(Collected data)
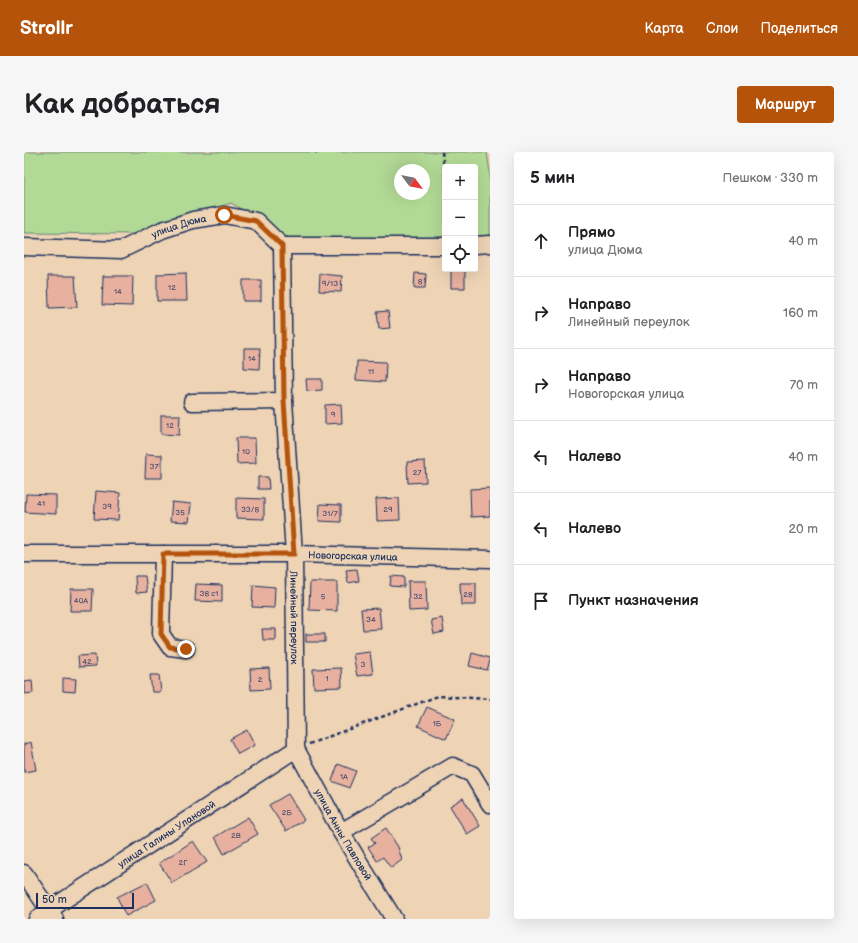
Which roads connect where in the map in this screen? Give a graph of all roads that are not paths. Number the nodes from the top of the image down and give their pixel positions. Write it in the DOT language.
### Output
graph roads {
  1 [pos="490,244"];
  2 [pos="478,245"];
  3 [pos="282,246"];
  4 [pos="442,246"];
  5 [pos="24,247"];
  6 [pos="284,401"];
  7 [pos="192,402"];
  8 [pos="24,554"];
  9 [pos="163,554"];
  10 [pos="294,554"];
  11 [pos="490,559"];
  12 [pos="186,649"];
  13 [pos="296,749"];
  14 [pos="490,804"];
  15 [pos="340,832"];
  16 [pos="24,873"];
  17 [pos="47,916"];
  18 [pos="394,919"];
  1 -- 2 [label="street"];
  3 -- 4 [label="street"];
  3 -- 5 [label="street, улица Дюма"];
  3 -- 6 [label="street, Линейный переулок"];
  6 -- 7 [label="street"];
  6 -- 10 [label="street, Линейный переулок"];
  8 -- 9 [label="street, Новогорская улица"];
  9 -- 10 [label="street, Новогорская улица"];
  9 -- 12 [label="street"];
  10 -- 11 [label="street, Новогорская улица"];
  10 -- 13 [label="street, Линейный переулок"];
  13 -- 15 [label="street, улица Анны Павловой"];
  13 -- 17 [label="street, улица Галины Улановой"];
  14 -- 15 [label="street"];
  15 -- 18 [label="street, улица Анны Павловой"];
  16 -- 17 [label="street"];
}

- _Work to be completed_:
All of the records above should be written out exactly, with the pictures left out.

- _Task response_:
Which roads connect where in the map in this screen? Give a graph of all roads that are not paths. Number the nodes from the top of the image down and give their pixel positions. Write it in the DOT language.
### Output
graph roads {
  1 [pos="490,244"];
  2 [pos="478,245"];
  3 [pos="282,246"];
  4 [pos="442,246"];
  5 [pos="24,247"];
  6 [pos="284,401"];
  7 [pos="192,402"];
  8 [pos="24,554"];
  9 [pos="163,554"];
  10 [pos="294,554"];
  11 [pos="490,559"];
  12 [pos="186,649"];
  13 [pos="296,749"];
  14 [pos="490,804"];
  15 [pos="340,832"];
  16 [pos="24,873"];
  17 [pos="47,916"];
  18 [pos="394,919"];
  1 -- 2 [label="street"];
  3 -- 4 [label="street"];
  3 -- 5 [label="street, улица Дюма"];
  3 -- 6 [label="street, Линейный переулок"];
  6 -- 7 [label="street"];
  6 -- 10 [label="street, Линейный переулок"];
  8 -- 9 [label="street, Новогорская улица"];
  9 -- 10 [label="street, Новогорская улица"];
  9 -- 12 [label="street"];
  10 -- 11 [label="street, Новогорская улица"];
  10 -- 13 [label="street, Линейный переулок"];
  13 -- 15 [label="street, улица Анны Павловой"];
  13 -- 17 [label="street, улица Галины Улановой"];
  14 -- 15 [label="street"];
  15 -- 18 [label="street, улица Анны Павловой"];
  16 -- 17 [label="street"];
}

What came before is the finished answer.